__ASSIGNMENT__. Report each line of the records where "this" occurs.

========================

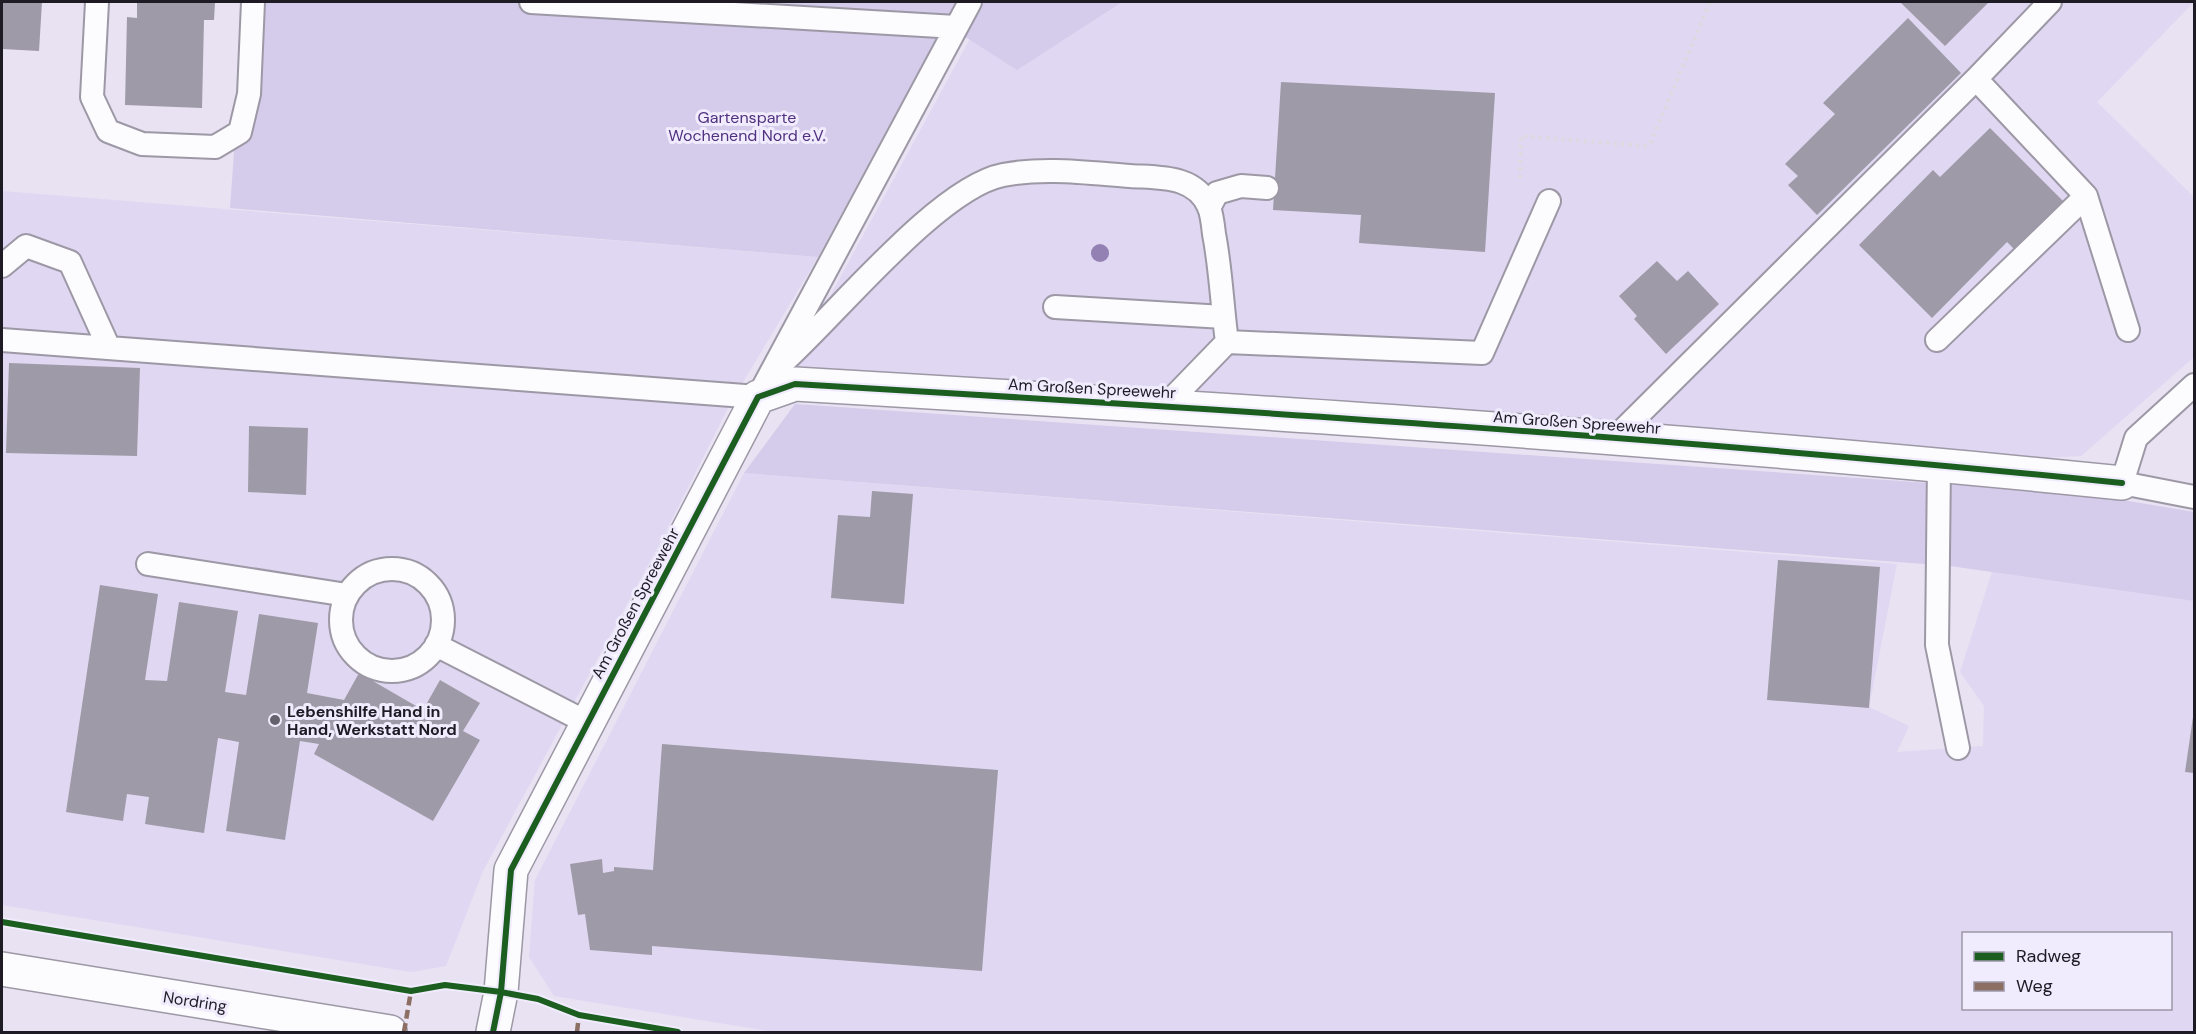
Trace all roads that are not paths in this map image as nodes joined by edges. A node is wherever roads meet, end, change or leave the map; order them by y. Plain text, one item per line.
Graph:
1 (97, 2) edge
2 (253, 2) edge
3 (531, 2) edge
4 (970, 2) edge
5 (2049, 2) edge
6 (956, 27) junction
7 (1976, 78) junction
8 (1267, 188) dead end
9 (2086, 196) junction
10 (1549, 201) dead end
11 (1209, 208) junction
12 (2, 266) edge
13 (1055, 307) dead end
14 (1224, 317) junction
15 (2128, 330) dead end
16 (2, 340) edge
17 (1937, 340) dead end
18 (1227, 342) junction
19 (109, 348) junction
20 (2194, 385) edge
21 (763, 386) junction
22 (1165, 405) junction
23 (1615, 438) junction
24 (1939, 464) junction
25 (2122, 483) junction
26 (2194, 497) edge
27 (148, 564) dead end
28 (348, 595) junction
29 (436, 645) junction
30 (588, 723) junction
31 (1959, 748) dead end
32 (2, 969) edge
33 (390, 1032) edge
34 (493, 1032) edge

1 - 2 lane
3 - 6 lane
4 - 6 lane
5 - 7 lane
6 - 21 lane
7 - 9 lane
7 - 23 lane
8 - 11 lane
9 - 15 lane
9 - 17 lane
10 - 18 lane
11 - 14 lane
11 - 21 lane
12 - 19 lane
13 - 14 lane
14 - 18 lane
16 - 19 lane
18 - 22 lane
19 - 21 lane
20 - 25 lane
21 - 22 street, Am Großen Spreewehr
21 - 30 street, Am Großen Spreewehr
22 - 23 street, Am Großen Spreewehr
23 - 24 street, Am Großen Spreewehr
24 - 25 street, Am Großen Spreewehr
24 - 31 lane
25 - 26 lane, Am Großen Spreewehr
27 - 28 lane
28 - 29 lane
28 - 29 lane
29 - 30 lane
30 - 34 street, Am Großen Spreewehr
32 - 33 street, Nordring

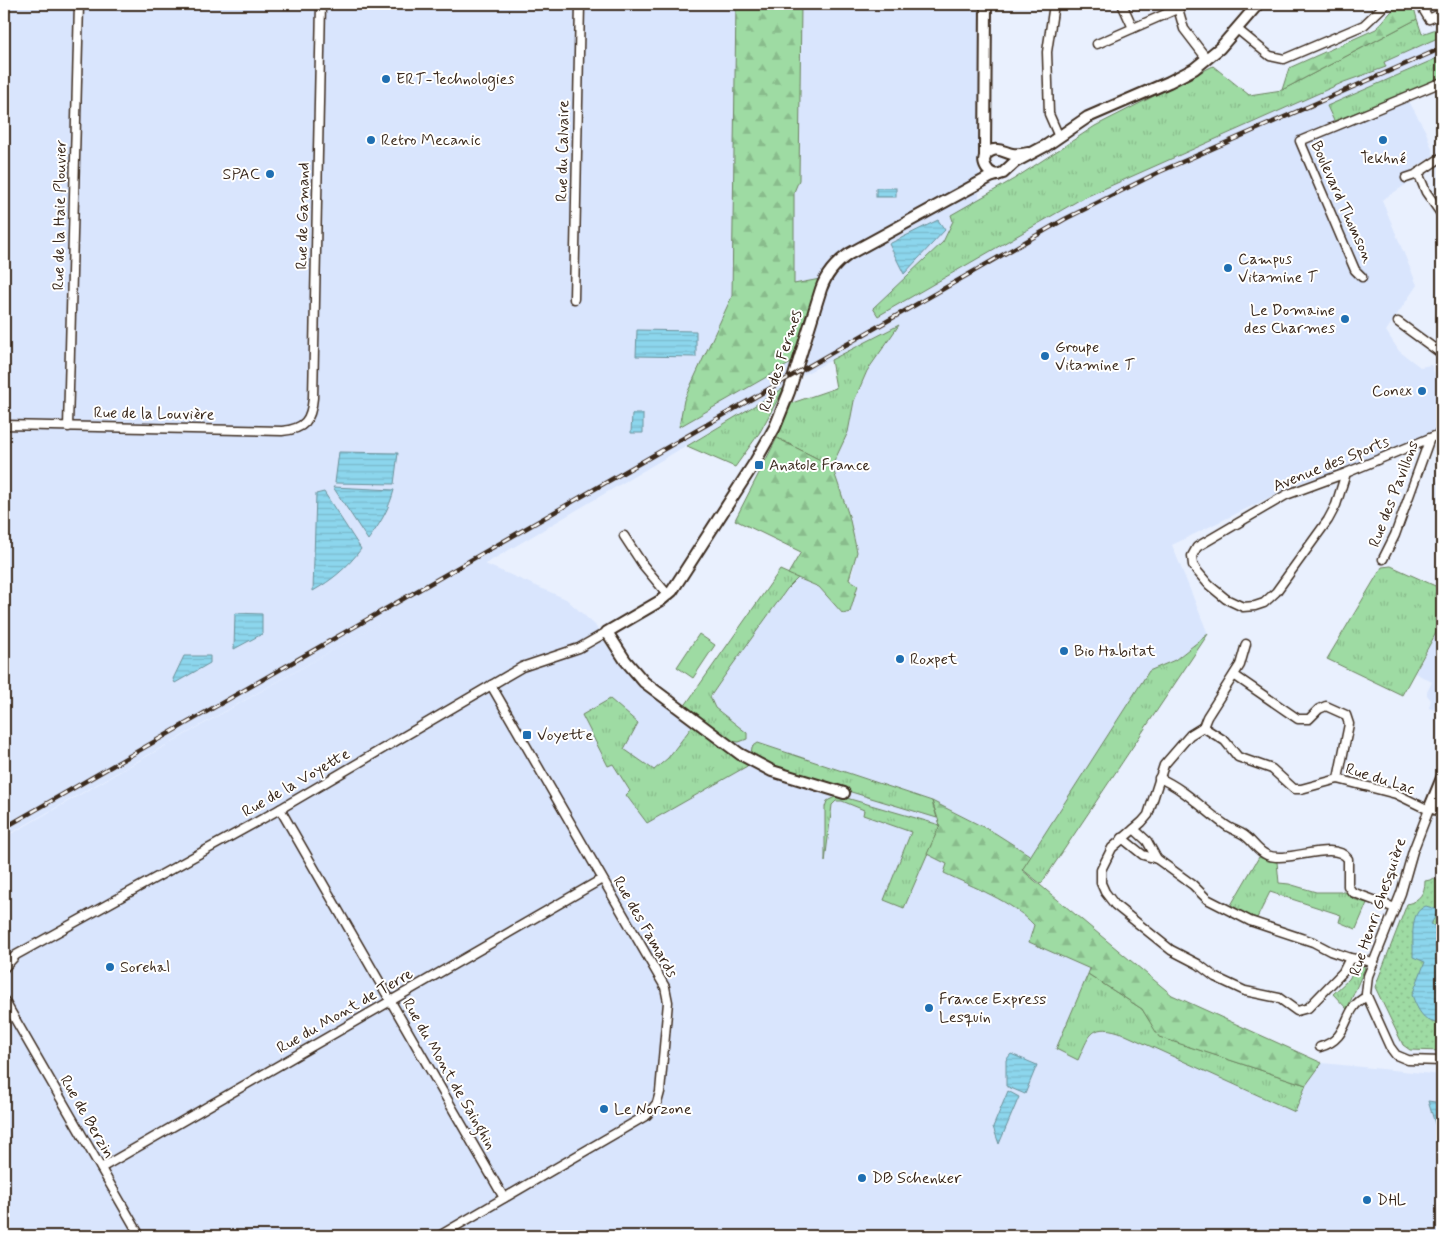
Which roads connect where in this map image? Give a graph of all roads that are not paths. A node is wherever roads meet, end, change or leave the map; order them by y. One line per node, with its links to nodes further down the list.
1 (79, 4): 35 (street, Rue de la Haie Plouvier)
2 (321, 4): 34 (street, Rue de Gamand)
3 (580, 4): 30 (street, Rue du Calvaire)
4 (986, 4): 17 (street)
5 (1054, 4): 18 (street)
6 (1122, 4): 12 (street)
7 (1258, 4): 13 (street)
8 (1386, 4): 13 (street)
9 (1420, 4): 11 (street)
10 (1177, 6): 12 (street); 15 (street)
11 (1442, 13)
12 (1134, 28): 14 (street)
13 (1237, 29): 15 (street)
14 (1097, 44)
15 (1207, 59): 18 (street)
16 (1442, 82): 29 (street, Boulevard Thomson)
17 (985, 115): 19 (street); 22 (street)
18 (1059, 137): 20 (street)
19 (1002, 151): 20 (street); 22 (street); 23 (street)
20 (1037, 151): 23 (street)
21 (1442, 157): 24 (street)
22 (984, 160): 25 (street); 27 (street)
23 (1008, 169): 25 (street)
24 (1418, 173): 26 (street); 28 (street)
25 (997, 175): 27 (street, Rue des Fermes)
26 (1406, 178)
27 (971, 189): 41 (street, Rue des Fermes)
28 (1442, 215)
29 (1362, 277)
30 (574, 299)
31 (1398, 322): 32 (street)
32 (1442, 354)
33 (4, 425): 35 (street, Rue de la Louvière)
34 (303, 426): 35 (street, Rue de la Louvière)
35 (68, 427)
36 (1442, 433): 37 (street, Avenue des Sports)
37 (1430, 438): 38 (street, Avenue des Sports); 40 (street, Rue des Pavillons)
38 (1346, 473): 38 (street, Avenue des Sports)
39 (624, 536): 41 (street)
40 (1384, 560)
41 (668, 595): 42 (street, Rue des Fermes)
42 (607, 632): 45 (street, Rue de la Voyette); 50 (street)
43 (1246, 644): 44 (street)
44 (1234, 675): 46 (street); 49 (street)
45 (491, 685): 52 (street, Rue de la Voyette); 57 (street, Rue des Famards)
46 (1203, 727): 47 (street); 49 (street, Rue du Lac)
47 (1159, 778): 54 (street); 58 (street)
48 (1442, 778): 51 (street, Rue Henri Ghesquière)
49 (1338, 779): 51 (street, Rue du Lac)
50 (844, 793)
51 (1430, 808): 53 (street); 58 (street, Rue Henri Ghesquière)
52 (280, 809): 61 (street, Rue de la Voyette); 64 (street, Rue du Mont de Sainghin)
53 (1442, 811)
54 (1134, 829): 55 (street); 56 (street)
55 (1122, 838): 56 (street); 59 (street)
56 (1157, 859): 59 (street)
57 (602, 879): 64 (street, Rue du Mont de Terre); 68 (street, Rue des Famards)
58 (1395, 908): 60 (street, Rue Henri Ghesquière)
59 (1350, 958): 60 (street)
60 (1374, 962): 62 (street, Rue Henri Ghesquière)
61 (4, 968)
62 (1366, 997): 65 (street); 66 (street, Rue Henri Ghesquière)
63 (4, 1000): 67 (street, Rue de Berzin)
64 (391, 1001): 67 (street, Rue du Mont de Terre); 68 (street, Rue du Mont de Sainghin)
65 (1320, 1047)
66 (1442, 1062)
67 (101, 1168): 69 (street, Rue de Berzin)
68 (504, 1198): 70 (street, Rue des Famards)
69 (140, 1236)
70 (439, 1236)

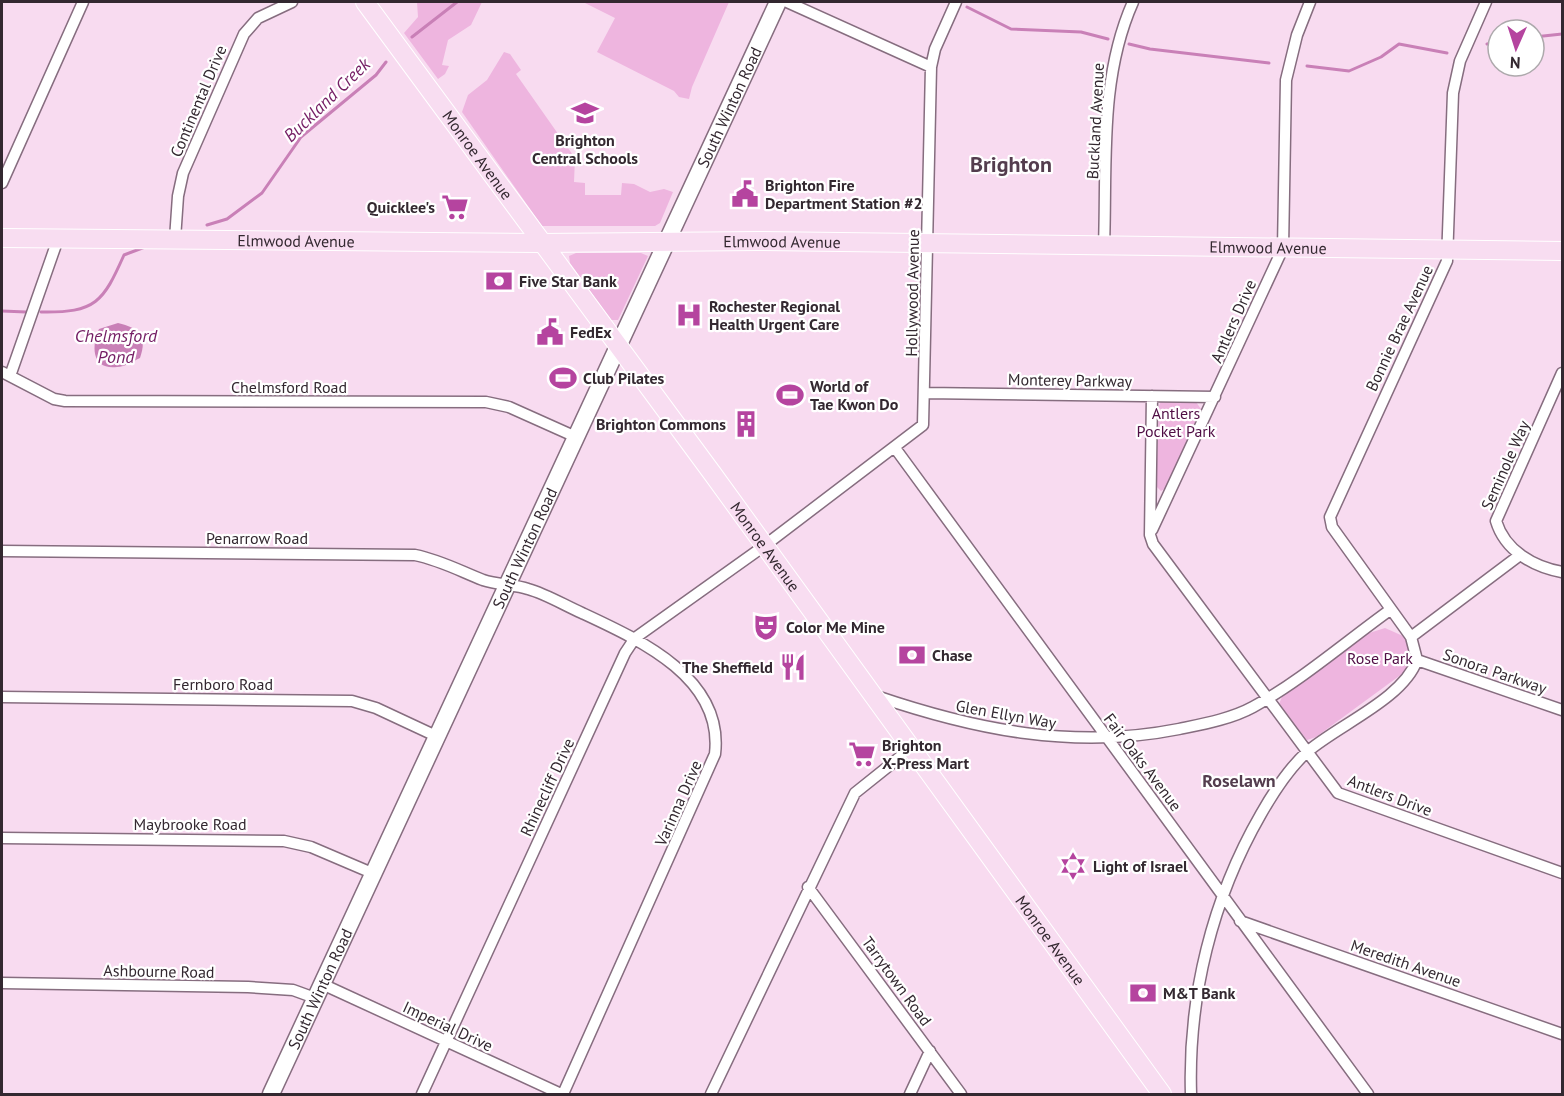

========================

__RESULT__.
Trace all roads that are not paths in this map image as nodes joined by edges. A node is wherever roads meet, end, change or leave the map; order them by y. Plain text, one item per line.
Which roads connect where in this map image? Give a graph of all roads that are not paths. A node is wherever roads meet, end, change or leave the map; order them by y. One line per node, with its links to nodes further down the list.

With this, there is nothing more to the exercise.